• _Work to complete_:
Among the lines of the data, copy those that hold "turn".

• _Dataset items_:
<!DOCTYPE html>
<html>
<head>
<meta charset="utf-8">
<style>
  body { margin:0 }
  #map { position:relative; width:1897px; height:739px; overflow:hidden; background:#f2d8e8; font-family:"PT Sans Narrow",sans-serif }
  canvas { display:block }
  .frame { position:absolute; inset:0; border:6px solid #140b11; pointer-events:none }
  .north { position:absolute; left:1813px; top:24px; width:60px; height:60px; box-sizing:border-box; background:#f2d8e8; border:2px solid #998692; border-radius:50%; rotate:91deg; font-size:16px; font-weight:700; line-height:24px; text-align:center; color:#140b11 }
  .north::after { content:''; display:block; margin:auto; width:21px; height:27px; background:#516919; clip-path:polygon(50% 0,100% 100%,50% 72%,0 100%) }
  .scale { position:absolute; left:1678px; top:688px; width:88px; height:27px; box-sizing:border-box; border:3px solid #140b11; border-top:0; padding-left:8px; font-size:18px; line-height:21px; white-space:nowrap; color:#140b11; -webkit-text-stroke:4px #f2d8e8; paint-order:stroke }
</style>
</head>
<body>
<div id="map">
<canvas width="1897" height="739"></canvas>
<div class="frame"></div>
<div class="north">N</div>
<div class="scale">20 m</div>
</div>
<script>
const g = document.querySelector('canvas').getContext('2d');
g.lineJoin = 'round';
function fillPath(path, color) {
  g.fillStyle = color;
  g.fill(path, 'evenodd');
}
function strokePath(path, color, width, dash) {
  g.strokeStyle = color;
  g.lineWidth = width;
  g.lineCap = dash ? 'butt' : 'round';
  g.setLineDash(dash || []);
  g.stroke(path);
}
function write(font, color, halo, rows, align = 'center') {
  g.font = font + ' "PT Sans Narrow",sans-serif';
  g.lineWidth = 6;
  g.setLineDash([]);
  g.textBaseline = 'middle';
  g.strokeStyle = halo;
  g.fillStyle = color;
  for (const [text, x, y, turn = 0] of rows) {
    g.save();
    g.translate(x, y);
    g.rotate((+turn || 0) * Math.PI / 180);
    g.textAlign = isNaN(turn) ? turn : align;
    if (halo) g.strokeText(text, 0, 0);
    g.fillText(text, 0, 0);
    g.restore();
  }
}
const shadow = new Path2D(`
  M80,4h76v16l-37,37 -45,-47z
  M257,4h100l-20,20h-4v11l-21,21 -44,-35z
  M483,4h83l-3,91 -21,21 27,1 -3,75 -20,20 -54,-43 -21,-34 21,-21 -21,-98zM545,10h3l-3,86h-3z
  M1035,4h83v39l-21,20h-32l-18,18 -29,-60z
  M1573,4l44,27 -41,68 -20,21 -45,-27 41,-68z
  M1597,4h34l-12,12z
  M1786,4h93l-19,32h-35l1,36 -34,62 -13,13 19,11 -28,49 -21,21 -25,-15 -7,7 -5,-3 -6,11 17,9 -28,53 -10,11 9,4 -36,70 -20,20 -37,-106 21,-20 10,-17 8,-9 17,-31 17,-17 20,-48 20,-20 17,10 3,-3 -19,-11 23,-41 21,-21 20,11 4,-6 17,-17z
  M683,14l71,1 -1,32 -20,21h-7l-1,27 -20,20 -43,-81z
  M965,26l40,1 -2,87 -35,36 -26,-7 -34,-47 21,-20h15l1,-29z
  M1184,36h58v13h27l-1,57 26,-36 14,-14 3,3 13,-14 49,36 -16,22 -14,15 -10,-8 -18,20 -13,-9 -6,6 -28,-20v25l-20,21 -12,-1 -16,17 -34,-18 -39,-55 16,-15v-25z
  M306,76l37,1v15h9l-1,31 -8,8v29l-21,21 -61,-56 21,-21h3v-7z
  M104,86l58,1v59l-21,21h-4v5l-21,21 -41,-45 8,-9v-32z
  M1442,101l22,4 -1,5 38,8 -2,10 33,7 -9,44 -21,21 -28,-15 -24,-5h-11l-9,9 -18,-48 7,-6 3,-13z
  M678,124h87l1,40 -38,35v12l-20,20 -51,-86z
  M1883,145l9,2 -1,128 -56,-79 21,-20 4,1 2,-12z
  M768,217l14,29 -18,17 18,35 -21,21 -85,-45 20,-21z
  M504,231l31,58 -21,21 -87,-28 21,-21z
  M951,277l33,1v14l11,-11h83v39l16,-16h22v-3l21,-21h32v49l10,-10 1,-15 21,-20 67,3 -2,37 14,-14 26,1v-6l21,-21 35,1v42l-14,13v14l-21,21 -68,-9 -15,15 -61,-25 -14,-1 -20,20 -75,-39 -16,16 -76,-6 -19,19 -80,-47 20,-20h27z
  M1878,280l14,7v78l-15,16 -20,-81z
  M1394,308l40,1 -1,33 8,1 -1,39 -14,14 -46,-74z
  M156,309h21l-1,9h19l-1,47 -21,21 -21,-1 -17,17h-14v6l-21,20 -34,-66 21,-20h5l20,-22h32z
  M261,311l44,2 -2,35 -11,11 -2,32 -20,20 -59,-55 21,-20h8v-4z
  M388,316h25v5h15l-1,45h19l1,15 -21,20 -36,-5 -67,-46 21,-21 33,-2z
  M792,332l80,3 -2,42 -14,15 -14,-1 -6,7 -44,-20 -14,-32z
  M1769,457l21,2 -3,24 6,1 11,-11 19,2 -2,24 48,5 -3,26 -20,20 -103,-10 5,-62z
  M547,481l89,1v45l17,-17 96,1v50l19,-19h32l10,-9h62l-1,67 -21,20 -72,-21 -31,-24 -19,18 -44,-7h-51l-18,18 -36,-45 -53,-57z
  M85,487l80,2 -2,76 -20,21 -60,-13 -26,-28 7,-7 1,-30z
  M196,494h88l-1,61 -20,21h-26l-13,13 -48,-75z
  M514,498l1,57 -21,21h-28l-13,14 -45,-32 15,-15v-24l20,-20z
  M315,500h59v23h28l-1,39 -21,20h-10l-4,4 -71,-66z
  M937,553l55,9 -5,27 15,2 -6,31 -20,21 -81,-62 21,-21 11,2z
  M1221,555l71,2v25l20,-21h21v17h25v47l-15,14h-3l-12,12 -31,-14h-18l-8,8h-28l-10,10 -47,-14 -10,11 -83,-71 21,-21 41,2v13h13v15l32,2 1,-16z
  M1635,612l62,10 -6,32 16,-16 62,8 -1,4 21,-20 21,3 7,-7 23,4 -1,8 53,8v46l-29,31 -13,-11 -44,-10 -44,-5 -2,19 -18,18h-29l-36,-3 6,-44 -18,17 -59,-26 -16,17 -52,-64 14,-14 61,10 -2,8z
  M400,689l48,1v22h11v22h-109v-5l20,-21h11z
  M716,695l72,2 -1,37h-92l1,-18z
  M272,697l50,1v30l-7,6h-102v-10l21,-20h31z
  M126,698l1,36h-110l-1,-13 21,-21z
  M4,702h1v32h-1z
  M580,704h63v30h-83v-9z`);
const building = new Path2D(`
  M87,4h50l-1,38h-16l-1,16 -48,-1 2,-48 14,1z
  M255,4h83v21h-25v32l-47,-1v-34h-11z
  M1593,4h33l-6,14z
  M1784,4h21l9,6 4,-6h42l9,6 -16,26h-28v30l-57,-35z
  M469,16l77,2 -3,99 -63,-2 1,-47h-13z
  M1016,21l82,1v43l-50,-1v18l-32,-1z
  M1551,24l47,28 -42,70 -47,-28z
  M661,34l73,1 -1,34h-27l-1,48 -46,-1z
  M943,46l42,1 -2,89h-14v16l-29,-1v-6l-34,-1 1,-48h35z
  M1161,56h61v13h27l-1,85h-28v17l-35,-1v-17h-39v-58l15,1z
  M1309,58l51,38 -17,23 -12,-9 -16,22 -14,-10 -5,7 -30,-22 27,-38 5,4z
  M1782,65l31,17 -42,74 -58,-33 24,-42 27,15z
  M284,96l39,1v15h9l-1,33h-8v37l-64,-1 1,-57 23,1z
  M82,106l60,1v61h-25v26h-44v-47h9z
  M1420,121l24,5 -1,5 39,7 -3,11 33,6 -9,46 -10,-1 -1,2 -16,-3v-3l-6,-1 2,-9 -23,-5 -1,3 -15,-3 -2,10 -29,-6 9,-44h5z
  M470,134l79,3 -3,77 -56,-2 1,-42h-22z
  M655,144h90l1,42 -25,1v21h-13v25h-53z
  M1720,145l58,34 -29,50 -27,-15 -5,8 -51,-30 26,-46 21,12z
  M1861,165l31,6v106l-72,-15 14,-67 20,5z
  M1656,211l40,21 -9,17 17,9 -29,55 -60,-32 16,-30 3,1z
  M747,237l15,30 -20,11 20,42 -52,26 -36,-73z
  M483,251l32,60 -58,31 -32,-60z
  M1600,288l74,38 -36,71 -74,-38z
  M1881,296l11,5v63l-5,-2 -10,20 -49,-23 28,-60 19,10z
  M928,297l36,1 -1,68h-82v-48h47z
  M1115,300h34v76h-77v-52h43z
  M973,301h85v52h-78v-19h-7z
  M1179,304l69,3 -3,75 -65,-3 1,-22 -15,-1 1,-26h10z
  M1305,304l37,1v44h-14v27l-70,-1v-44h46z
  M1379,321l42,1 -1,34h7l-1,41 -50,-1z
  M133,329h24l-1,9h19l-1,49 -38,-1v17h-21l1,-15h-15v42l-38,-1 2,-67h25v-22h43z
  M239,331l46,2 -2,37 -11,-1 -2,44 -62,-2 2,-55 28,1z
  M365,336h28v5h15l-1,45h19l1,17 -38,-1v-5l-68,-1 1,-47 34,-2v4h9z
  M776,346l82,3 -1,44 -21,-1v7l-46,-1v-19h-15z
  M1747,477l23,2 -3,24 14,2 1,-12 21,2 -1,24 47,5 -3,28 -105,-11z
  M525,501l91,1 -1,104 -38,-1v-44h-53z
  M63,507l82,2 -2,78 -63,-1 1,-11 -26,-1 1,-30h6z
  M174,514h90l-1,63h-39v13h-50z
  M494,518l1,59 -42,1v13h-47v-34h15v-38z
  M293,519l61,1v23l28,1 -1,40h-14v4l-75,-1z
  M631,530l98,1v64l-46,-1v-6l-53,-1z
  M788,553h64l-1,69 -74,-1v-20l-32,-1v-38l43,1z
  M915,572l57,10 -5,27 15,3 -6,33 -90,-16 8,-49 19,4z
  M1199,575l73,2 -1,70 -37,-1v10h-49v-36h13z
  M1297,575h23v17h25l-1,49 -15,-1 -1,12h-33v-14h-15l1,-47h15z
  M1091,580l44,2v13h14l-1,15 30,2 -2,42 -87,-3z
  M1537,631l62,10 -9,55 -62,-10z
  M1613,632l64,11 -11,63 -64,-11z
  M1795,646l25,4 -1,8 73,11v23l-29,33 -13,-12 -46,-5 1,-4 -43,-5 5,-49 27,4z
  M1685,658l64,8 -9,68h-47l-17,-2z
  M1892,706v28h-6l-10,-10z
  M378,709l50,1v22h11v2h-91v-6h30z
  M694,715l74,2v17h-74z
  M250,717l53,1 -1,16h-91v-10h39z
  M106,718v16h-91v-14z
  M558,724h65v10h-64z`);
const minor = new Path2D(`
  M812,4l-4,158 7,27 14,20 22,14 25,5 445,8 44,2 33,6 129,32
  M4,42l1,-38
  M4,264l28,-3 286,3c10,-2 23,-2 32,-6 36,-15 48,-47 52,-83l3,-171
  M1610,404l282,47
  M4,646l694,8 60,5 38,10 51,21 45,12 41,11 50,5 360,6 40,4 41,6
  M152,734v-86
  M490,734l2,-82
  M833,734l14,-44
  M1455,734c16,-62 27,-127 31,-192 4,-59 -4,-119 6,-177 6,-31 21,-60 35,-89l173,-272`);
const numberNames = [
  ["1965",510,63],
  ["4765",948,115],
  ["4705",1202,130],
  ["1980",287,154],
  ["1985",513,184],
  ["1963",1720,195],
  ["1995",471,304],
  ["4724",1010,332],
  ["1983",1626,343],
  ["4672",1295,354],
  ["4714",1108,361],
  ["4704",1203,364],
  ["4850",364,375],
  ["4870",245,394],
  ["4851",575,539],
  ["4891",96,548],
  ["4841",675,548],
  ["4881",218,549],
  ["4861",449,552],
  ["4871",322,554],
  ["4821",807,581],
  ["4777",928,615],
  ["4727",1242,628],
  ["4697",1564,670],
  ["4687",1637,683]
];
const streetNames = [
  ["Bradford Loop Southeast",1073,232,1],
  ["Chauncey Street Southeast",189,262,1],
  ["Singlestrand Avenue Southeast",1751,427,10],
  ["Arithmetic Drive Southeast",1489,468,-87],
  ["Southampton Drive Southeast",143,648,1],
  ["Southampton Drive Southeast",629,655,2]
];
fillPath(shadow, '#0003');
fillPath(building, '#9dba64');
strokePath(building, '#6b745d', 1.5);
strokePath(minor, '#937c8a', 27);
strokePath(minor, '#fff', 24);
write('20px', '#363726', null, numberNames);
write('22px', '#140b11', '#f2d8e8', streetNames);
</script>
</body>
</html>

• _Answer to this task_:
  for (const [text, x, y, turn = 0] of rows) {
    g.rotate((+turn || 0) * Math.PI / 180);
    g.textAlign = isNaN(turn) ? turn : align;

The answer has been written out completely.